◆ Problem to work on
Please find every line of the listing below where "edge" occurs and copy it.

━━ Dataset content

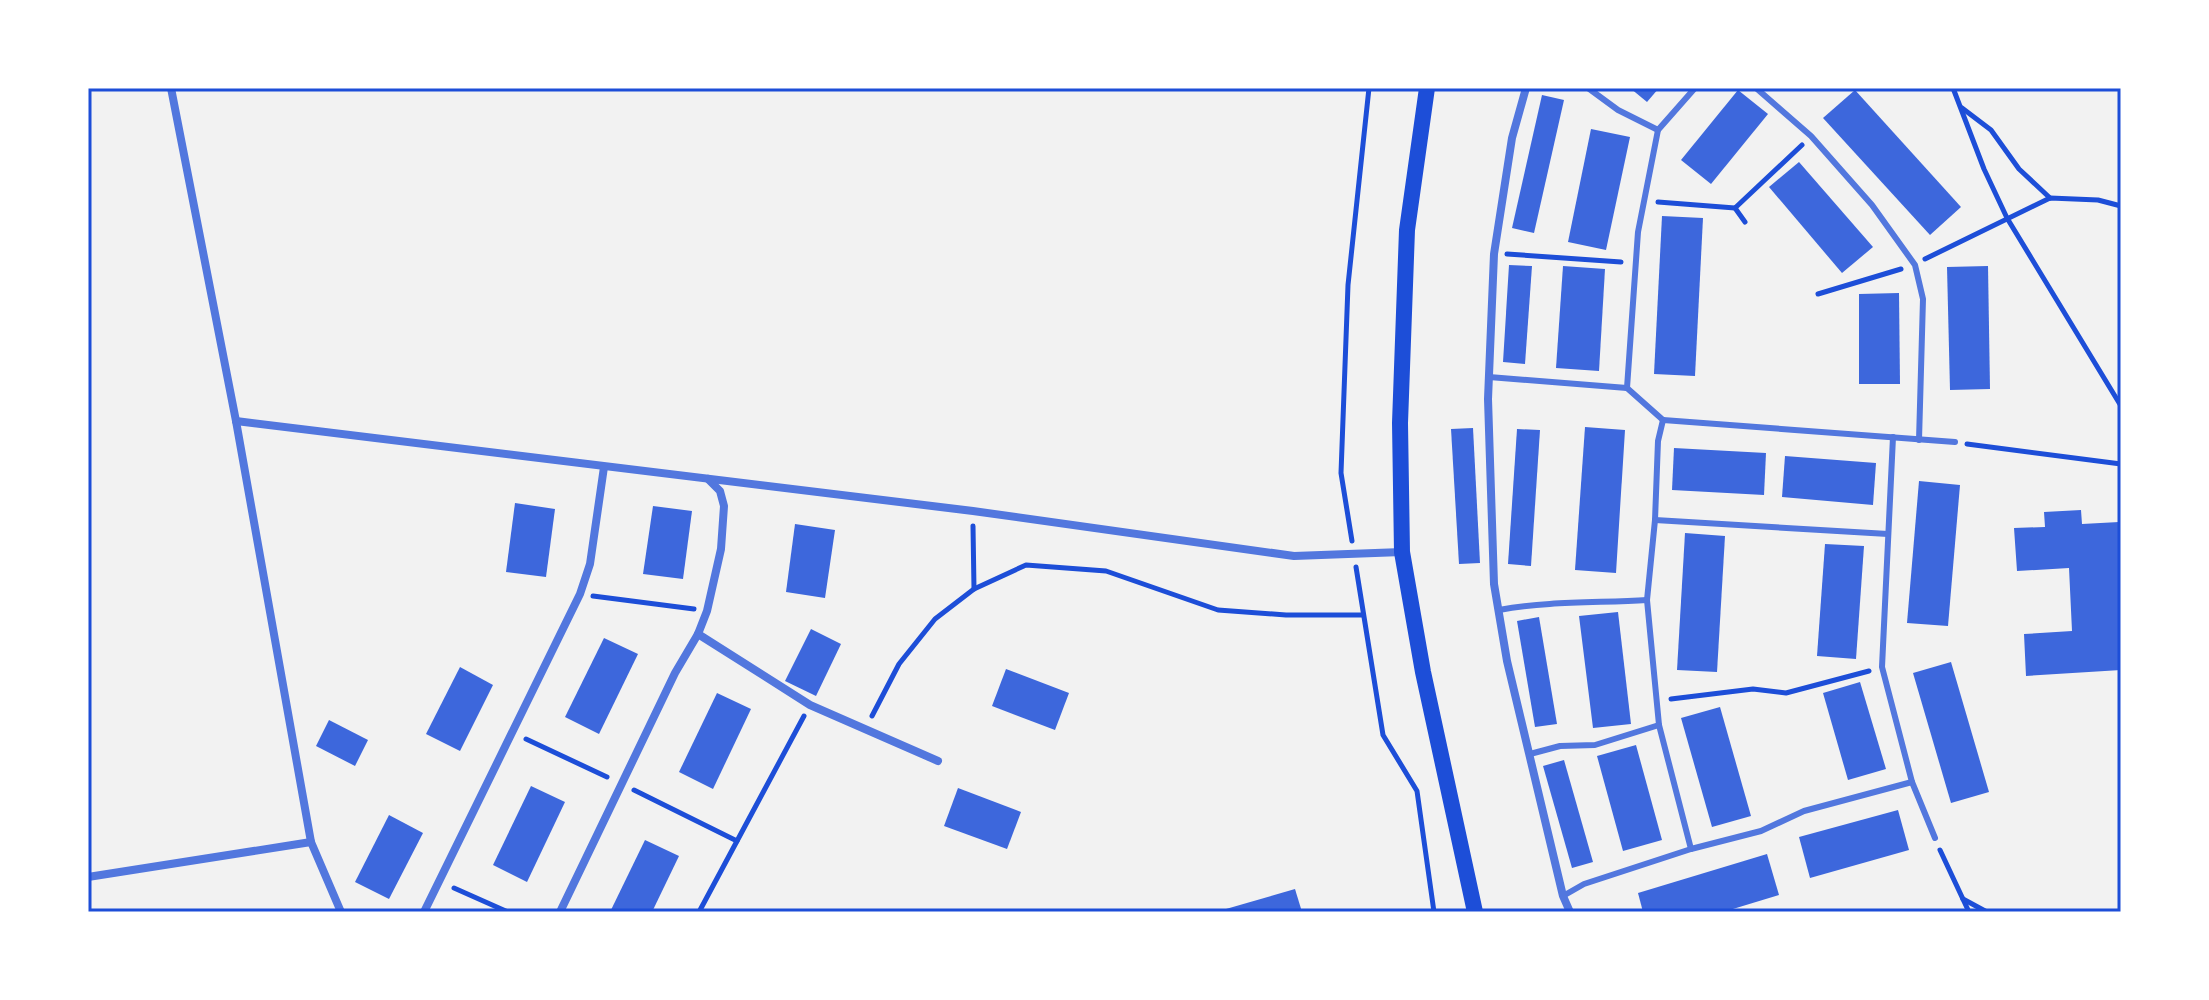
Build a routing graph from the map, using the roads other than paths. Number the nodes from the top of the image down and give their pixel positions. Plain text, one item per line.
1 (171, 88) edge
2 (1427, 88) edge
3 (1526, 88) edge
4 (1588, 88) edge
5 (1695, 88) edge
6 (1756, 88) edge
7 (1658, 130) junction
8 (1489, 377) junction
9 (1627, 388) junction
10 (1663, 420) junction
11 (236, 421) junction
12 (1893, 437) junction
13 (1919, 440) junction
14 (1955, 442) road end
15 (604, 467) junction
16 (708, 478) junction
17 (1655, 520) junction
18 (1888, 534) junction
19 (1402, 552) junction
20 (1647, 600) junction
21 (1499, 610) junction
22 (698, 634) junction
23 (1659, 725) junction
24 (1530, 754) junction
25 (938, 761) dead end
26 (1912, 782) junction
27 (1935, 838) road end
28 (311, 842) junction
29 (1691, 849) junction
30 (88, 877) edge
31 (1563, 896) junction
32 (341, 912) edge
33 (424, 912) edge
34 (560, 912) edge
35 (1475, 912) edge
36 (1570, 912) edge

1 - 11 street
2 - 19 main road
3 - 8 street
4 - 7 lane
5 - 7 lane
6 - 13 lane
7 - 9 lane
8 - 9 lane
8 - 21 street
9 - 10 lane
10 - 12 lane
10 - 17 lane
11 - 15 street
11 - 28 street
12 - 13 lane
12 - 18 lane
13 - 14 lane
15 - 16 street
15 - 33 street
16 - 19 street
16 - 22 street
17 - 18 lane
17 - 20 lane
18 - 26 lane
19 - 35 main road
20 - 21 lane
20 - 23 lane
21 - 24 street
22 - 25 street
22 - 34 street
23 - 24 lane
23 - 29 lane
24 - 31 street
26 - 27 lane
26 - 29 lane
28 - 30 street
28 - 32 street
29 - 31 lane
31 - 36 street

━━━━

◆ Answer to this task
1 (171, 88) edge
2 (1427, 88) edge
3 (1526, 88) edge
4 (1588, 88) edge
5 (1695, 88) edge
6 (1756, 88) edge
30 (88, 877) edge
32 (341, 912) edge
33 (424, 912) edge
34 (560, 912) edge
35 (1475, 912) edge
36 (1570, 912) edge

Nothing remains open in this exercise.